> _What the task asks_
Print out each record below, unaltered and complete, without its images.

[Records from a data source]
* * * * * * * * *
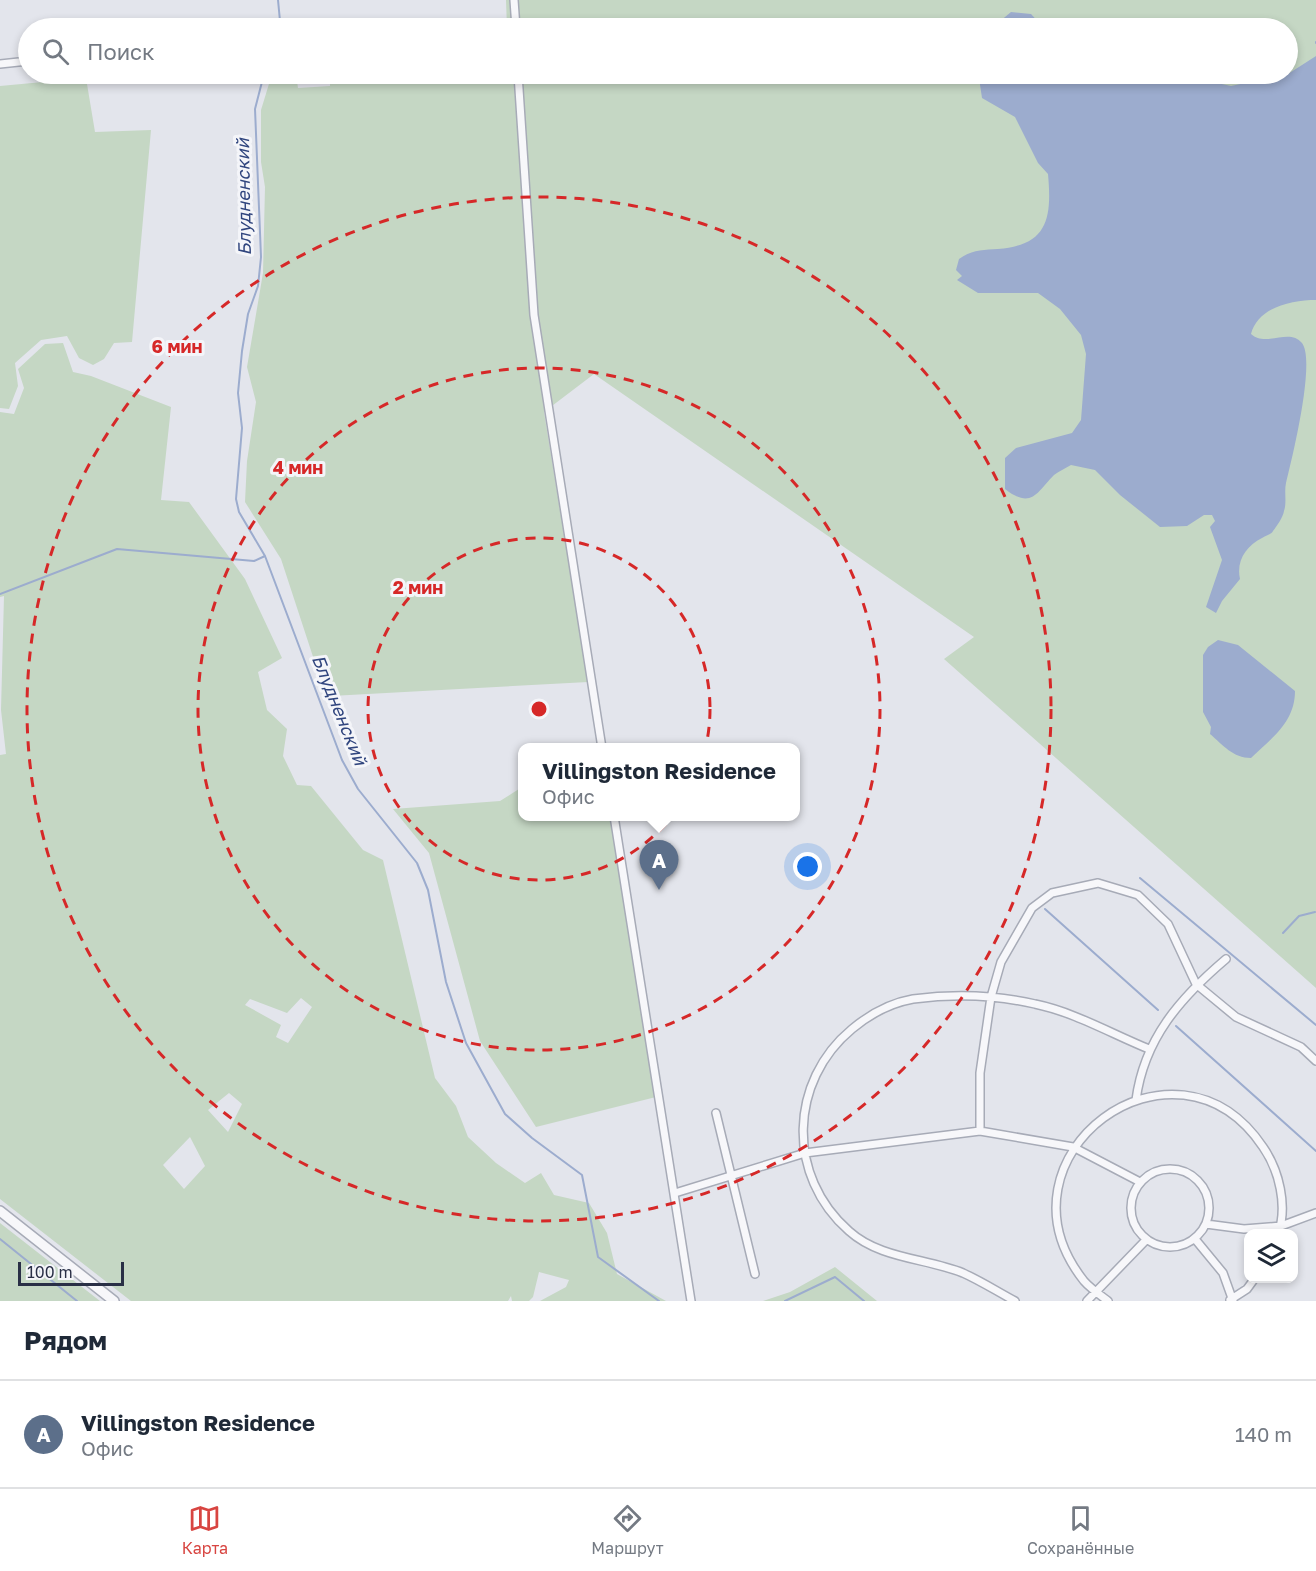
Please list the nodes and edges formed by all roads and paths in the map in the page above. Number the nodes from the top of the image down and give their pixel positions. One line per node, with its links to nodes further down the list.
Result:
1 (514, 0): 2 (street)
2 (515, 18)
3 (18, 62): 4 (street)
4 (0, 64)
5 (519, 84): 6 (street)
6 (602, 743)
7 (615, 821): 20 (street)
8 (1226, 959): 9 (street)
9 (1196, 984): 10 (street); 11 (street); 12 (street)
10 (991, 996): 11 (street); 15 (street); 17 (street)
11 (1149, 1049): 13 (street)
12 (1316, 1060)
13 (1136, 1100): 16 (street); 25 (street)
14 (716, 1113): 18 (street)
15 (980, 1131): 16 (street); 17 (street)
16 (1073, 1147): 19 (street); 31 (street)
17 (805, 1153): 18 (street); 35 (street)
18 (729, 1176): 20 (street); 29 (street)
19 (1140, 1182): 23 (street); 28 (street)
20 (675, 1193): 34 (street)
21 (0, 1211): 33 (street)
22 (1316, 1213): 26 (street)
23 (1206, 1224): 24 (street); 27 (street)
24 (1262, 1229)
25 (1279, 1229)
26 (1281, 1229)
27 (1195, 1239): 28 (street); 32 (street)
28 (1146, 1240): 31 (street)
29 (755, 1274)
30 (1251, 1283): 32 (street)
31 (1096, 1291): 36 (street); 37 (street)
32 (1232, 1300)
33 (114, 1301)
34 (691, 1301)
35 (1015, 1301)
36 (1087, 1301)
37 (1108, 1301)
* * * * * * * * *
> _Answer to the exercise_
Please list the nodes and edges formed by all roads and paths in the map in the page above. Number the nodes from the top of the image down and give their pixel positions. One line per node, with its links to nodes further down the list.
Result:
1 (514, 0): 2 (street)
2 (515, 18)
3 (18, 62): 4 (street)
4 (0, 64)
5 (519, 84): 6 (street)
6 (602, 743)
7 (615, 821): 20 (street)
8 (1226, 959): 9 (street)
9 (1196, 984): 10 (street); 11 (street); 12 (street)
10 (991, 996): 11 (street); 15 (street); 17 (street)
11 (1149, 1049): 13 (street)
12 (1316, 1060)
13 (1136, 1100): 16 (street); 25 (street)
14 (716, 1113): 18 (street)
15 (980, 1131): 16 (street); 17 (street)
16 (1073, 1147): 19 (street); 31 (street)
17 (805, 1153): 18 (street); 35 (street)
18 (729, 1176): 20 (street); 29 (street)
19 (1140, 1182): 23 (street); 28 (street)
20 (675, 1193): 34 (street)
21 (0, 1211): 33 (street)
22 (1316, 1213): 26 (street)
23 (1206, 1224): 24 (street); 27 (street)
24 (1262, 1229)
25 (1279, 1229)
26 (1281, 1229)
27 (1195, 1239): 28 (street); 32 (street)
28 (1146, 1240): 31 (street)
29 (755, 1274)
30 (1251, 1283): 32 (street)
31 (1096, 1291): 36 (street); 37 (street)
32 (1232, 1300)
33 (114, 1301)
34 (691, 1301)
35 (1015, 1301)
36 (1087, 1301)
37 (1108, 1301)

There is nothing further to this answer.